Autopsy of Big 12's non-bowl teams

For the next couple weeks, we’ll be devoting most of our coverage to the six Big 12 teams in bowl games.

But before, we wanted to examine the four teams that didn't qualify to go bowling.

What went wrong for TCU, West Virginia, Iowa State and Kansas this year? And what are the keys to better seasons in 2014?

Below is an autopsy of the Big 12's four non-bowl teams:

West Virginia (4-8 overall, 2-7 Big 12)

What went wrong: West Virginia looked ready to go bowling until back-to-back losses to Kansas and Iowa State to end the season, a disappointing finishing stretch. The Mountaineers had their moments despite playing a bunch of inexperienced players on offense. But quite simply, the Mountaineers never had the requisite consistency from the quarterback position.

Key to improvement: Coach Dana Holgorsen needs to find a quarterback he believes can run his offense. But he also needs to replace running back Charles Sims and find playmakers who can create the explosive plays Holgorsen’s offenses are known to produce. West Virginia needs to address its problems on offense and go from there.

Player to watch: For the Mountaineers to bounce back, they have got to get better, more consistent quarterback play than they did this season. Ford Childress was awful in his first and only start away from home against Maryland before suffering a season-ending pectoral injury. But Holgorsen clearly saw something in Childress by turning the offense over to the freshman just three weeks into the season. Childress has a solid pedigree and was highly recruited. If he turns out to be West Virginia’s long-term answer at QB, things will be looking a lot sunnier in Morgantown.

TCU (4-8 overall, 2-7 Big 12)

What went wrong: Turnovers, injuries, lack of offensive efficiency… basically everything except the defense. The Horned Frogs had 30 turnovers and finished the season with minus-62 points off their turnover margin. Those mistakes, combined with quarterback Casey Pachall’s injury, were too much to overcome.

Key to improvement: New offensive coordinator Doug Meacham arrives to take over the offense and bring some explosiveness to that side of the ball. Finding a quarterback who will be efficient, yet take care of the ball, will be his first order of business.
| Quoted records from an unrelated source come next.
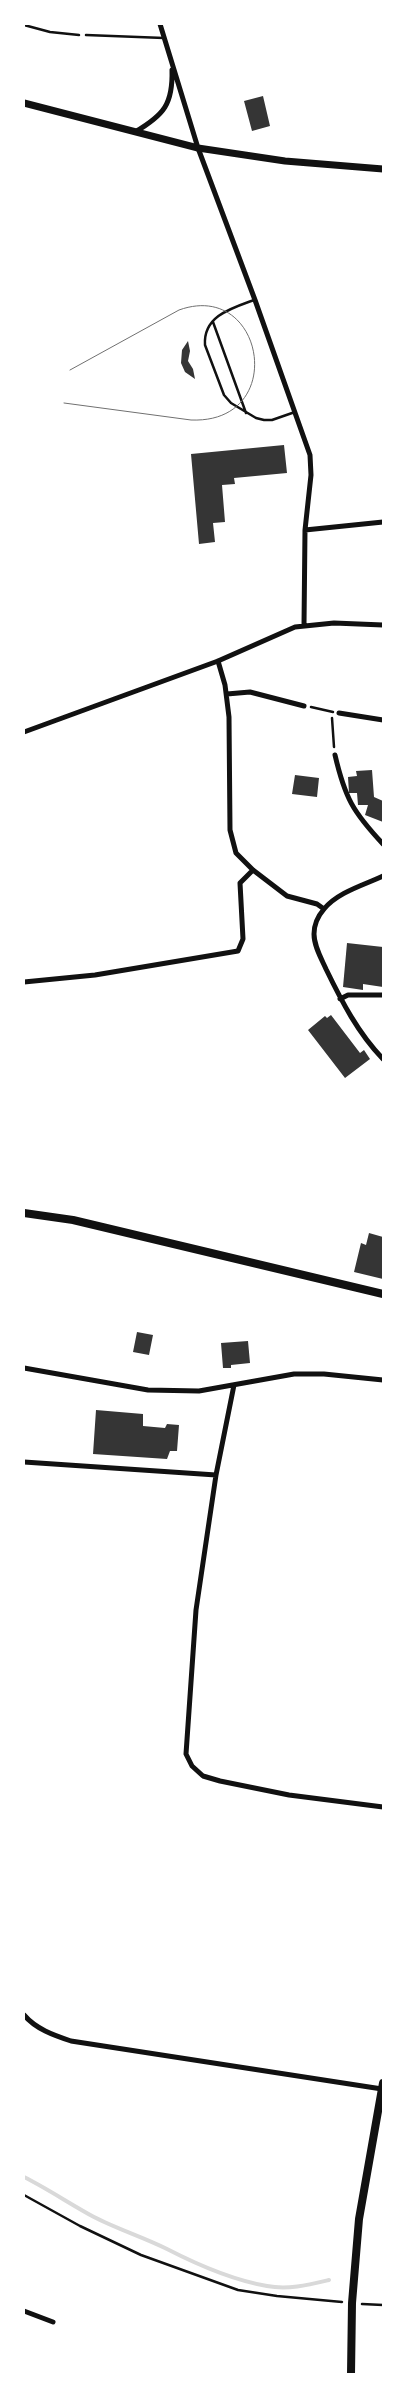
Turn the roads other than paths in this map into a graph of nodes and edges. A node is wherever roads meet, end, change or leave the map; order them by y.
1 (160, 24) edge
2 (86, 36) road end
3 (164, 38) junction
4 (172, 62) junction
5 (24, 103) edge
6 (134, 132) junction
7 (198, 148) junction
8 (383, 169) edge
9 (255, 300) junction
10 (212, 321) junction
11 (296, 412) junction
12 (246, 413) junction
13 (383, 522) edge
14 (305, 530) junction
15 (304, 625) junction
16 (383, 625) edge
17 (218, 661) junction
18 (226, 694) junction
19 (307, 706) road end
20 (339, 713) dead end
21 (383, 720) edge
22 (24, 732) edge
23 (335, 755) road end
24 (383, 844) edge
25 (253, 870) junction
26 (383, 876) edge
27 (324, 909) junction
28 (24, 982) edge
29 (383, 995) edge
30 (340, 999) junction
31 (383, 1059) edge
32 (24, 1213) edge
33 (383, 1294) edge
34 (24, 1368) edge
35 (383, 1380) edge
36 (234, 1385) junction
37 (24, 1462) edge
38 (216, 1475) junction
39 (383, 1807) edge
40 (24, 2015) edge
41 (383, 2086) edge
42 (24, 2311) edge
43 (53, 2322) dead end
44 (351, 2374) edge

1 - 3 street
2 - 3 lane
3 - 4 street
4 - 6 street
4 - 7 street
5 - 6 street
6 - 7 street
7 - 8 street
7 - 9 street
9 - 10 lane
9 - 11 street
10 - 12 lane
10 - 12 lane
11 - 12 lane
11 - 14 street
13 - 14 street
14 - 15 street
15 - 16 street
15 - 17 street
17 - 18 street
17 - 22 street
18 - 19 street
18 - 25 street
20 - 21 street
23 - 24 street
25 - 27 street
25 - 28 street
26 - 27 street
27 - 30 street
29 - 30 street
30 - 31 street
32 - 33 main road
34 - 36 street
35 - 36 street
36 - 38 street
37 - 38 street
38 - 39 street
40 - 41 street
41 - 44 main road
42 - 43 street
Player to watch: Any team that loses a player the caliber of defensive end Devonte Fields to a season-ending injury would be expected to struggle, at least some. The Horned Frogs expect Fields to be 100 percent recovered from foot surgery next season. And if he resembles the player who dominated the league as a freshman, TCU ought to field another formidable defense.

Iowa State (3-9 overall, 2-7 Big 12)

What went wrong: What went right? Quarterback Sam Richardson and the defense took a step backward, the offense wasn’t creative and injuries decimated the offensive line. Coach Paul Rhoads was able to keep his team invested, allowing the Cyclones to finish strong with two wins. But it was still a disappointing season in Ames.

Key to improvement: Finding a quarterback of the future is a good start. Grant Rohach played well in the final stretch of the season, but will need to be even better as a sophomore for the offense to become more efficient. More importantly, the young Cyclones need to take experiences learned this season and apply it in 2014.

Player to watch: Rohach is a big key, but he will need help. There’s no denying that the Cyclones were more explosive offensively when junior college tailback Aaron Wimberly was healthy and on the field (just ask Texas). It’s critical for Iowa State’s next offensive coordinator to find a way to utilize Wimberly next season without using him up.

Kansas (3-9 overall, 1-8 Big 12)

What went wrong: The offense let the defense down, averaging 4.28 yards per play, last in the Big 12 and No. 120 among FBS teams. There’s a reason Charlie Weis fired himself as offensive coordinator. Give the veteran head coach credit for having the self-awareness and willingness to can himself after fielding the worst offense in the conference.

Key to improvement: Kansas’ defense seems to be on the right track, so the Jayhawks will have to find a way to replace the production of graduating All-Big 12 running back James Sims. The good news is that versatile running back Tony Pierson returns, and he will take over for Sims as the focal point of the offense. Finding other playmakers to surround Pierson will be paramount.

Player to watch: As it was with every team on this list, inconsistent quarterback play was part of Kansas’ undoing. But after his redshirt was pulled midseason, dual-threat true freshman Montell Cozart showed promise and flash. Can Cozart unseat Jake Heaps and become the full-time quarterback? Cozart’s passing will have to improve. But if it does, he brings a dimension with his legs that ultimately could elevate Kansas to another level down the line.